Making a big bet on the city’s Southside, the Pamunkey Indian Tribe announced plans last week to potentially build a $350 million casino on the outskirts of Manchester.
The development would rise on 36 acres near the intersection of Ingram Avenue and Commerce Road in Manchester, and would feature a 275-room hotel with various dining options and a 1,000-space parking garage. Height and other specs for the casino were not disclosed.
Pamunkey Chief Robert Gray said the Richmond casino has been in the works for about a year.
“We didn’t really look around elsewhere (in Richmond),” Gray said. “Land availability was our primary concern.”
The tribe is under contract to purchase three parcels of land at 1401 Commerce Road, 1120 Gordon Ave. and 1260 Ingram Ave., where the casino would sit.
The Ingram Avenue and Commerce Road parcels are currently owned by City Central LLC, an entity tied to local development firm Harper Associates. The Gordon Avenue property is owned by an entity tied to RJ Smith Cos., another development and construction firm.
The three parcels were cumulatively assessed at $10.4 million, per city property records.
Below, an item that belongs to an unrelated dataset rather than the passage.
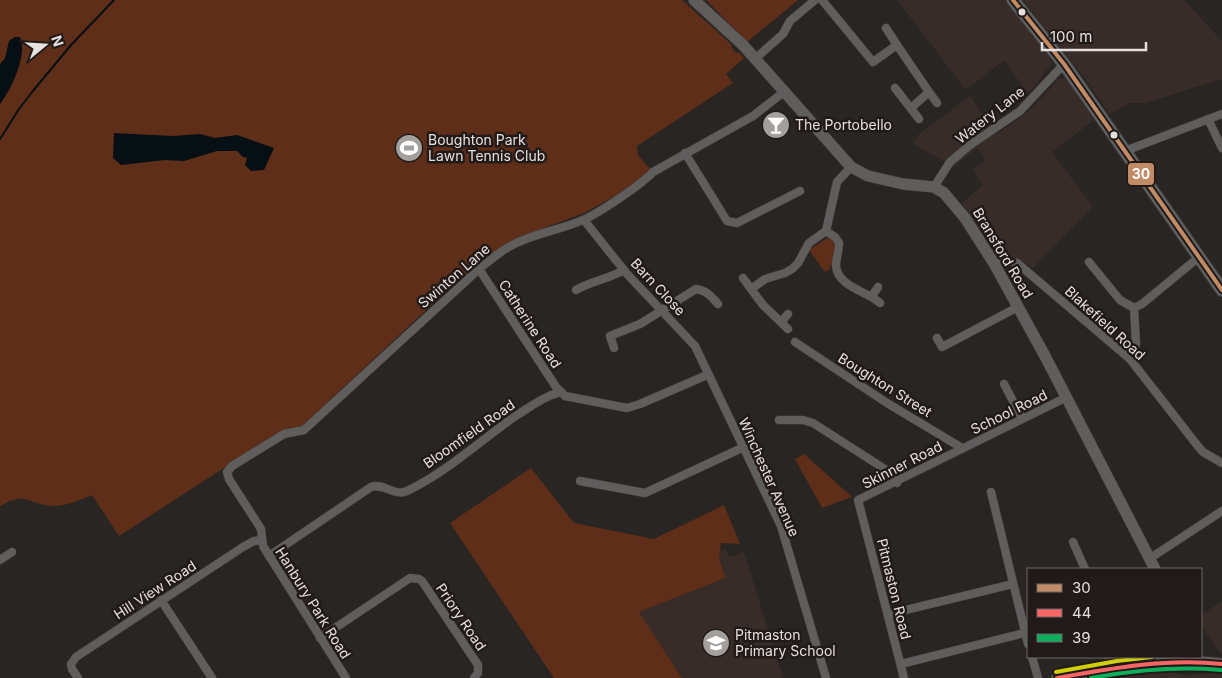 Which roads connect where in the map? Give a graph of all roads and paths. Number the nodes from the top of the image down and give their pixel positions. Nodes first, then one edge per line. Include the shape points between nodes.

The tribe also is planning a casino employee training facility on 13 acres at 4737 Jefferson Davis Highway, which it purchased in June for $1.25 million.
The tribe’s efforts are backed financially by a variety of outlets, Gray said, including Jon Yarborough, an investor who backed the Pamunkey’s $3 million purchase of 600 acres in New Kent County.
“We’re still considering uses (for the New Kent property),” Gray said. “Richmond and Norfolk have taken most of our attention.”
The Richmond announcement comes within a week of the tribe signing a deal with the City of Norfolk to build a casino near Harbor Park Stadium.
The Pamunkey have two avenues to take to have the legal authority to build the casinos.
On the state side, the General Assembly last year passed legislation that allows the Pamunkey to pursue commercial gaming in Richmond and Norfolk, provided the localities passed a referendum that supports it.
That bill included a reenactment clause, meaning that it needs to pass again during the current General Assembly session. There are more than a dozen casino-related bills going through the General Assembly this session, and the tribe anticipates at least one will pass.
The second path the Pamunkey can take is through their status as a federally recognized tribe with the U.S. Bureau of Indian Affairs. That allows them to apply to the U.S. Department of the Interior to place all the land the tribe has acquired in a trust, and if approved, that land would become part of the Pamunkey’s reservation and its own sovereign nation.
The Pamunkey are planning to take the General Assembly route for the Norfolk casino. Gray said they have no preference on which route they’ll take in Richmond, and that their next steps are to follow how the casino-related bills in the General Assembly pan out.
Gray said the tribe has been in talks with Richmond about the project and that the city has been supportive.
That sentiment was echoed by Mayor Levar Stoney’s spokesman Jim Nolan, who said in a statement, “The mayor is excited about the opportunity to bring a resort-style casino to Richmond. We’ll wait to see what happens in the General Assembly and what it means for the city.”
The Pamunkey’s announcement came a week after state legislation was filed that would drastically change the way the proposed Navy Hill project in downtown Richmond would be financed.
Regardless of what comes of the Navy Hill project, Gray said the Pamunkey want to integrate their project with what the city already has.
“We don’t want to build out something that directly competes or impedes with projects Richmond wants to do. We see it as complementary,” he said.